115.終局(14)
悉くが不発に終わる。如何なる手を、方法を駆使しても、『不可侵』だと言わんばかりに、それらはウスズミに届く寸前で露と消える。
奏功なんてモノには程遠く、状況は一定して変わらない。満身創痍のウスズミと、黒々としたキナリの双方が、白日の元に晒されている。
「………くそぅ…」
面白くない。脳内を埋める劣等はキナリを索漠とさせ、よりその背中を煽る。
彼にも一つ策があった。だがその索には勿論の事、落とし穴がある。いくら狂態を晒していようとも、彼はそれを常に念頭に置いていた。
震える。震える身体。声。
「……これからもっと、面白い事になるんだ…。要塞に等しいアカツキは矛を得る。それは決して繁栄を崩すことは無いと言い切れる…なんせ『僕』がその矛なんだから…!
そうなれば……大戦の勝利は確実…。もっと潤うんだよ……!!」
━━しかし、彼は断行した。
「破綻させるな……お前達の下らない絵空事でッ!! これから先の繁栄を妨げるなァァァァァ!!!!!」
その策はまさしく『必殺』。相対する敵の敗北を確実の物とする、単純なルーティン。
『雷速で敵へと接近し、零距離から『塵化』を行使する』。如何なる分厚い装甲も、素早い身のこなしだろうと、それを越える速度と威力さえあれば対抗する事すら出来ない。
……しかし、接近するのは互いに言える事だ。一瞬をウスズミは逃さないだろうとキナリは躊躇していたが、今の彼は磐石からは程遠い様相をしている。 ━━今ならやれると、血眼を見開かせた彼の身体は白雷を迸らせ、消える。
「…ライジュウの『荷電移動』…それすら使えるようにッ……!!」
彼の提供したデータの中に恒常の兵器である『ライジュウ』は無かった筈だった。何処で着服したのかをクロガネが知る由は無い。例え『毒』という一手を与えても、それが間に合わなければ意味は生まれない。『裏切ってなお意味が無かった』と、彼の視界は反転して黒く染まっていく。

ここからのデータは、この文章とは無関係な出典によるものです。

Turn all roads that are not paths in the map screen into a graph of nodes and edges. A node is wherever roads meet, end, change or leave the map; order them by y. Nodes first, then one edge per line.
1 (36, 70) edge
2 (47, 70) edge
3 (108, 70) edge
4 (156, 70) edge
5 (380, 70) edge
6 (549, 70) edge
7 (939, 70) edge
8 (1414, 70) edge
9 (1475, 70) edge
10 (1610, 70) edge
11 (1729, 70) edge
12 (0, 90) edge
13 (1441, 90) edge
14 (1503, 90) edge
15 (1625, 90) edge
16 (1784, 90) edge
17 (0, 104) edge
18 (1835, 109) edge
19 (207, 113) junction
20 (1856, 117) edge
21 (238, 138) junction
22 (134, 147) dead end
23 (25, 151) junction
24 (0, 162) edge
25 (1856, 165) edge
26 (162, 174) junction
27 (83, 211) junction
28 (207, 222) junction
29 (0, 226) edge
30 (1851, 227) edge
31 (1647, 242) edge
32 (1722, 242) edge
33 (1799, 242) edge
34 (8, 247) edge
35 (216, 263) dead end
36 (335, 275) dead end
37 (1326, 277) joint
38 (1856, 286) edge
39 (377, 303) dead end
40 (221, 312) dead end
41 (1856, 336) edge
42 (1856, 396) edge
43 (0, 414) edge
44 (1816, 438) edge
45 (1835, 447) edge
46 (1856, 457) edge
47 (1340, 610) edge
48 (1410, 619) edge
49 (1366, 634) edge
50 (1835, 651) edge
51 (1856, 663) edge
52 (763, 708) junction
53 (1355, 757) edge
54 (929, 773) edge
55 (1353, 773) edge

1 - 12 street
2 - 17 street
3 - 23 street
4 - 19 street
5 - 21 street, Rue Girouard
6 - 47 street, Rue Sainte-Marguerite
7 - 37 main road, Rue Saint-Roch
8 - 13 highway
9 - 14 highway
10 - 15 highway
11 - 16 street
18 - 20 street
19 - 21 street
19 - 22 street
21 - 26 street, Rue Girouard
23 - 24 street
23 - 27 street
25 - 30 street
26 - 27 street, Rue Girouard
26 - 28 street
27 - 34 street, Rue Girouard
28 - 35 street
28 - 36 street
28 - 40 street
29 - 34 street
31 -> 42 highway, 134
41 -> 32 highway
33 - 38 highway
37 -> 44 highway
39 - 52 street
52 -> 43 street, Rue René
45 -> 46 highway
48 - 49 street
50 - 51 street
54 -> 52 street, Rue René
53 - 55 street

「……裏切って、此処までやったんなら最後まで信じろ」
「……!!」
━━が、膝を付く事はない。ついてしまえばそれが一つの区切りとなってしまう。負けた事を認めてしまう。 激励であり受けるべき責だと、彼を正すようにスオウはクロガネの肩を強く掴む。
隣にはトクサも居る。彼女もまた、目線をクロガネに向けて、言葉を続ける。
「━━信じる事は怖いかもしれない。クロガネにとっては…人が傷付く事よりも。
でも大丈夫。ウスズミは此処まで諦めなかったんだ。だから私は信じるよ」
━━聞こえる声に、自然と耳が傾く。不安と羨望、その中に混じる『安否』。けれども視線を向ける事は出来ない。僕は今、雷速の敵に命を狙われている。
目を逸らせば何らかの形で死ぬ。今は痛みを抑えられているが、身体が致命傷に耐える様になる訳ではない。幾度かの服用で耐性も出来始めているのか、『生き長らえるのはもう限界だ』と痛みが噴出し始めている。
……ふと、思った。僕は果たして正しい選択の上で此処にいるのか?英雄になりたい訳ではないが、たった一人の女の子の為に此処まで我が身を切り裂いた選択は━━━
「━━いや」
……そんな事はどうでも良い。此処までに築いた屍に目を送る事は、彼等への愚弄だと心得ろ。此処で僕が弱さを見せればそこが行き止まりだ。たった一度のミスで、最悪は幾つも想定される。
正しかったか否か?━━脳裏を掠めた御託を振り切る。
もしも彼が故郷にとって正しかったとしても。
この世界にとって都合の良い存在だったとしても。
僕は、その秩序に。曇天に。灰塵に対して睥睨する。
「全弾を……くれてやるッ━━!!」
満身創痍ながらも冷静に、口から出た言葉はかつての対峙を彷彿とさせた。僕の引き金は何度も、何度も、何度となく引かれた。
麻酔薬の全弾発射。反動リコイルもあったが、僕の放った弾丸の全てが、白い輝きと共に現れた『彼』の身体を穿ったのを見た。
「━━っんでだよォッ━━……!!!!」
聞こえたのは、キナリの声だった。